> [Exercise directions]: The records below need to be set down again exactly; their images stay out.

-------------------------

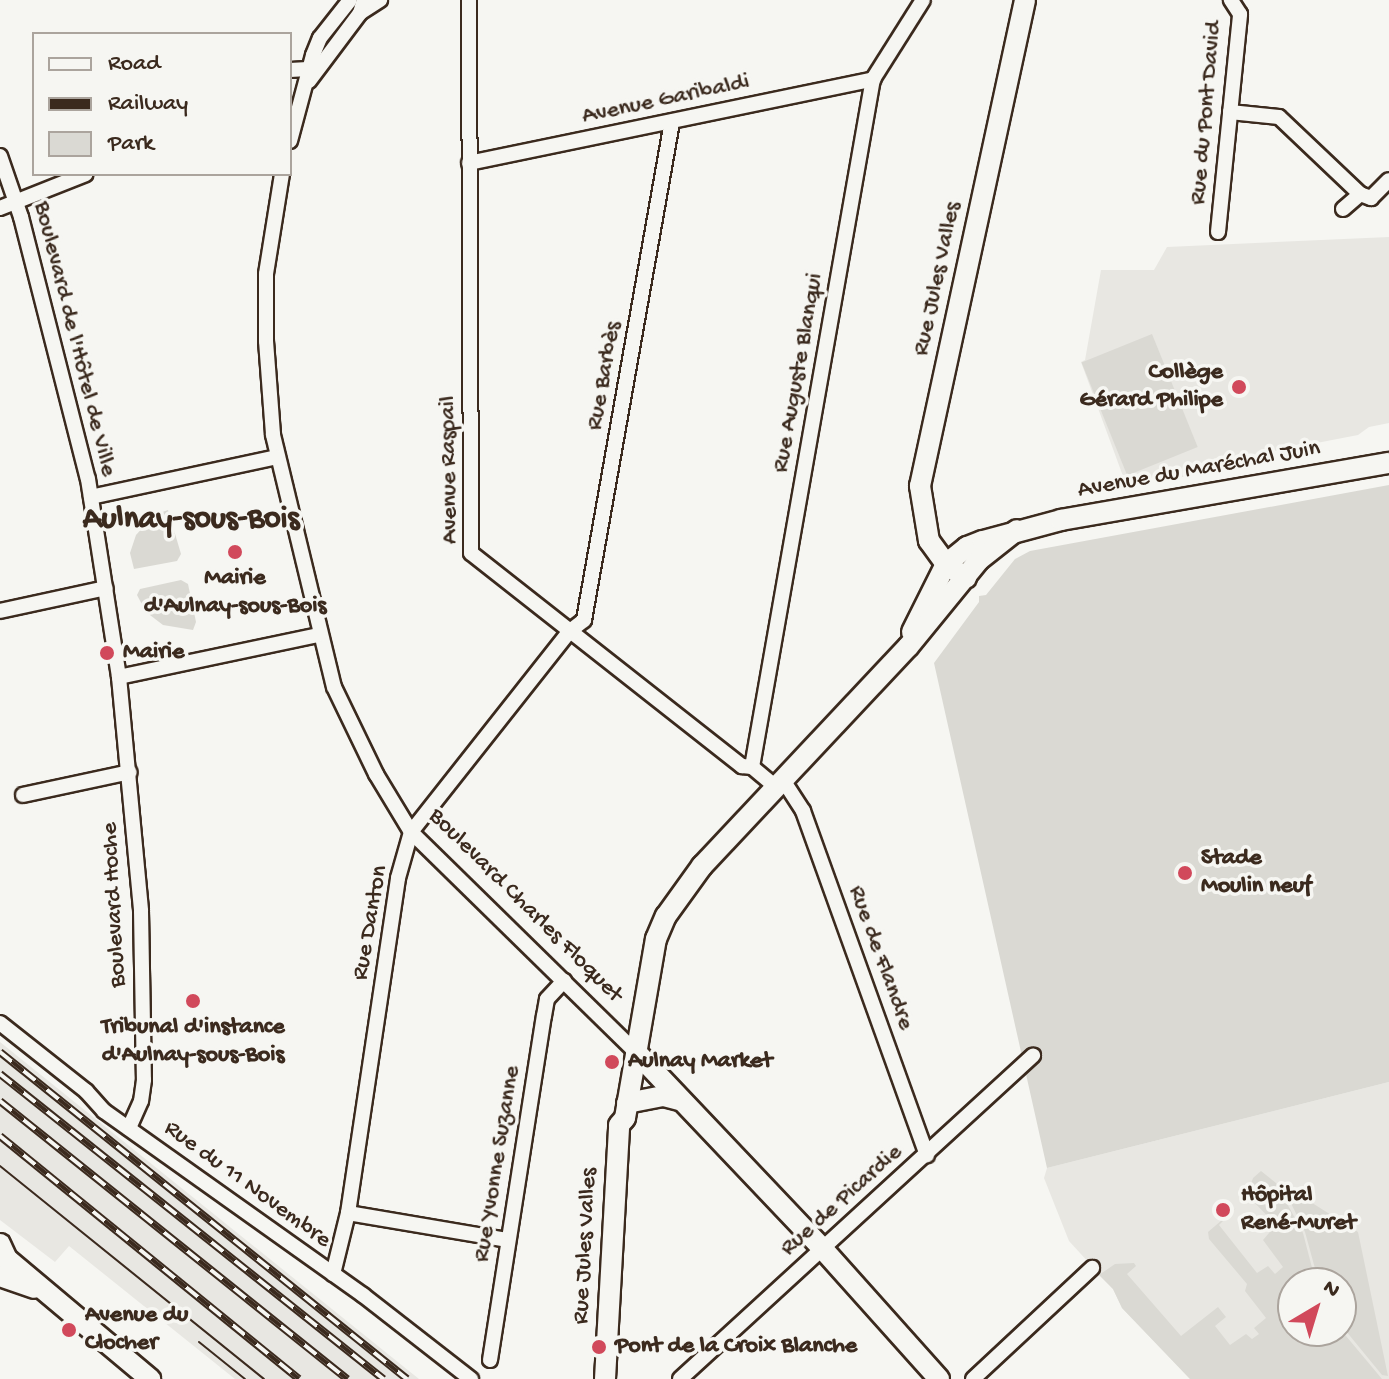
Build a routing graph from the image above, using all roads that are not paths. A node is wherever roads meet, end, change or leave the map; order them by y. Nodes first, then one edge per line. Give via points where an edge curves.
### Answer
1 (350, 0) edge
2 (380, 0) edge
3 (469, 0) edge
4 (923, 0) edge
5 (1025, 0) edge
6 (1231, 0) edge
7 (362, 7) edge
8 (292, 71) edge
9 (308, 75) junction
10 (873, 79) junction
11 (1230, 112) junction
12 (672, 122) junction
13 (292, 134) edge
14 (0, 156) edge
15 (469, 163) junction
16 (81, 176) edge
17 (282, 176) edge
18 (1389, 180) edge
19 (1360, 194) junction
20 (17, 204) junction
21 (0, 208) edge
22 (1343, 209) dead end
23 (1218, 232) dead end
24 (277, 457) junction
25 (1389, 463) edge
26 (91, 497) junction
27 (1017, 530) junction
28 (946, 564) junction
29 (966, 578) junction
30 (106, 588) junction
31 (0, 611) edge
32 (570, 631) junction
33 (319, 635) junction
34 (908, 647) junction
35 (119, 677) junction
36 (752, 767) junction
37 (130, 772) junction
38 (780, 784) junction
39 (23, 795) dead end
40 (411, 832) junction
41 (564, 981) junction
42 (0, 1023) edge
43 (636, 1052) junction
44 (1033, 1055) dead end
45 (679, 1100) junction
46 (626, 1110) junction
47 (129, 1128) junction
48 (927, 1155) junction
49 (348, 1213) junction
50 (507, 1240) junction
51 (821, 1247) junction
52 (2, 1262) edge
53 (1092, 1268) dead end
54 (333, 1274) junction
55 (490, 1360) dead end
56 (150, 1379) edge
57 (471, 1379) edge
58 (605, 1379) edge
59 (616, 1379) edge
60 (680, 1379) edge
61 (939, 1379) edge
62 (973, 1379) edge

1 - 9 street via 320,38
2 - 7 street
3 - 15 street, Avenue Raspail
4 - 10 street, Rue Auguste Blanqui
5 - 28 street, Rue Jules Valles via 920,486 929,541
6 - 11 street, Rue du Pont David via 1240,14
7 - 9 street
8 - 9 street
9 - 13 street
10 - 12 street, Avenue Garibaldi
10 - 36 street, Rue Auguste Blanqui
11 - 19 street via 1279,117
11 - 23 street, Rue du Pont David
12 - 15 street, Avenue Garibaldi
12 - 32 street, Rue Barbès via 584,620
14 - 20 street, Boulevard de l'Hôtel de Ville
15 - 32 street, Avenue Raspail via 471,553
16 - 20 street
17 - 24 street, Boulevard Charles Floquet via 270,237 265,310
18 - 19 street via 1371,198
19 - 22 street
20 - 21 street
20 - 26 street, Boulevard de l'Hôtel de Ville
24 - 26 street
24 - 33 street, Boulevard Charles Floquet
25 - 27 street, Avenue du Maréchal Juin
26 - 30 street, Boulevard de l'Hôtel de Ville
27 - 28 street, Avenue du Maréchal Juin via 967,547
27 - 29 street, Avenue du Maréchal Juin via 996,543
28 - 29 street, Rue Jules Valles
28 - 34 street, Rue Jules Valles
29 - 34 street, Rue Jules Valles
30 - 31 street
30 - 35 street, Boulevard de l'Hôtel de Ville
32 - 36 street, Avenue Raspail via 742,766
32 - 40 street, Rue Danton
33 - 35 street
33 - 40 street, Boulevard Charles Floquet via 330,677 360,743
34 - 38 street, Rue Jules Valles
35 - 37 street, Boulevard Hoche
36 - 38 street, Avenue Raspail
37 - 39 street
37 - 47 street, Boulevard Hoche via 141,911 144,1080
38 - 43 street, Rue Jules Valles via 702,866 666,916 656,939
38 - 48 street, Rue de Flandre via 803,811
40 - 41 street, Boulevard Charles Floquet
40 - 49 street, Rue Danton via 398,878
41 - 43 street, Boulevard Charles Floquet
41 - 50 street, Rue Yvonne Suzanne via 547,999
42 - 47 street, Rue du 11 Novembre
43 - 45 street, Boulevard Charles Floquet
43 - 46 street, Rue Jules Valles
44 - 48 street, Rue de Picardie
45 - 46 street via 664,1096
45 - 51 street, Boulevard Charles Floquet
46 - 58 street, Rue Jules Valles via 619,1125
46 - 59 street, Rue Jules Valles
47 - 54 street, Rue du 11 Novembre
48 - 51 street, Rue de Picardie
49 - 50 street
49 - 54 street, Rue Danton
50 - 55 street, Rue Yvonne Suzanne
51 - 60 street, Rue de Picardie
51 - 61 street, Boulevard Charles Floquet
52 - 56 street via 49,1294
53 - 62 street
54 - 57 street, Rue du 11 Novembre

-------------------------

> [Result of the exercise]:
Build a routing graph from the image above, using all roads that are not paths. A node is wherever roads meet, end, change or leave the map; order them by y. Nodes first, then one edge per line. Give via points where an edge curves.
### Answer
1 (350, 0) edge
2 (380, 0) edge
3 (469, 0) edge
4 (923, 0) edge
5 (1025, 0) edge
6 (1231, 0) edge
7 (362, 7) edge
8 (292, 71) edge
9 (308, 75) junction
10 (873, 79) junction
11 (1230, 112) junction
12 (672, 122) junction
13 (292, 134) edge
14 (0, 156) edge
15 (469, 163) junction
16 (81, 176) edge
17 (282, 176) edge
18 (1389, 180) edge
19 (1360, 194) junction
20 (17, 204) junction
21 (0, 208) edge
22 (1343, 209) dead end
23 (1218, 232) dead end
24 (277, 457) junction
25 (1389, 463) edge
26 (91, 497) junction
27 (1017, 530) junction
28 (946, 564) junction
29 (966, 578) junction
30 (106, 588) junction
31 (0, 611) edge
32 (570, 631) junction
33 (319, 635) junction
34 (908, 647) junction
35 (119, 677) junction
36 (752, 767) junction
37 (130, 772) junction
38 (780, 784) junction
39 (23, 795) dead end
40 (411, 832) junction
41 (564, 981) junction
42 (0, 1023) edge
43 (636, 1052) junction
44 (1033, 1055) dead end
45 (679, 1100) junction
46 (626, 1110) junction
47 (129, 1128) junction
48 (927, 1155) junction
49 (348, 1213) junction
50 (507, 1240) junction
51 (821, 1247) junction
52 (2, 1262) edge
53 (1092, 1268) dead end
54 (333, 1274) junction
55 (490, 1360) dead end
56 (150, 1379) edge
57 (471, 1379) edge
58 (605, 1379) edge
59 (616, 1379) edge
60 (680, 1379) edge
61 (939, 1379) edge
62 (973, 1379) edge

1 - 9 street via 320,38
2 - 7 street
3 - 15 street, Avenue Raspail
4 - 10 street, Rue Auguste Blanqui
5 - 28 street, Rue Jules Valles via 920,486 929,541
6 - 11 street, Rue du Pont David via 1240,14
7 - 9 street
8 - 9 street
9 - 13 street
10 - 12 street, Avenue Garibaldi
10 - 36 street, Rue Auguste Blanqui
11 - 19 street via 1279,117
11 - 23 street, Rue du Pont David
12 - 15 street, Avenue Garibaldi
12 - 32 street, Rue Barbès via 584,620
14 - 20 street, Boulevard de l'Hôtel de Ville
15 - 32 street, Avenue Raspail via 471,553
16 - 20 street
17 - 24 street, Boulevard Charles Floquet via 270,237 265,310
18 - 19 street via 1371,198
19 - 22 street
20 - 21 street
20 - 26 street, Boulevard de l'Hôtel de Ville
24 - 26 street
24 - 33 street, Boulevard Charles Floquet
25 - 27 street, Avenue du Maréchal Juin
26 - 30 street, Boulevard de l'Hôtel de Ville
27 - 28 street, Avenue du Maréchal Juin via 967,547
27 - 29 street, Avenue du Maréchal Juin via 996,543
28 - 29 street, Rue Jules Valles
28 - 34 street, Rue Jules Valles
29 - 34 street, Rue Jules Valles
30 - 31 street
30 - 35 street, Boulevard de l'Hôtel de Ville
32 - 36 street, Avenue Raspail via 742,766
32 - 40 street, Rue Danton
33 - 35 street
33 - 40 street, Boulevard Charles Floquet via 330,677 360,743
34 - 38 street, Rue Jules Valles
35 - 37 street, Boulevard Hoche
36 - 38 street, Avenue Raspail
37 - 39 street
37 - 47 street, Boulevard Hoche via 141,911 144,1080
38 - 43 street, Rue Jules Valles via 702,866 666,916 656,939
38 - 48 street, Rue de Flandre via 803,811
40 - 41 street, Boulevard Charles Floquet
40 - 49 street, Rue Danton via 398,878
41 - 43 street, Boulevard Charles Floquet
41 - 50 street, Rue Yvonne Suzanne via 547,999
42 - 47 street, Rue du 11 Novembre
43 - 45 street, Boulevard Charles Floquet
43 - 46 street, Rue Jules Valles
44 - 48 street, Rue de Picardie
45 - 46 street via 664,1096
45 - 51 street, Boulevard Charles Floquet
46 - 58 street, Rue Jules Valles via 619,1125
46 - 59 street, Rue Jules Valles
47 - 54 street, Rue du 11 Novembre
48 - 51 street, Rue de Picardie
49 - 50 street
49 - 54 street, Rue Danton
50 - 55 street, Rue Yvonne Suzanne
51 - 60 street, Rue de Picardie
51 - 61 street, Boulevard Charles Floquet
52 - 56 street via 49,1294
53 - 62 street
54 - 57 street, Rue du 11 Novembre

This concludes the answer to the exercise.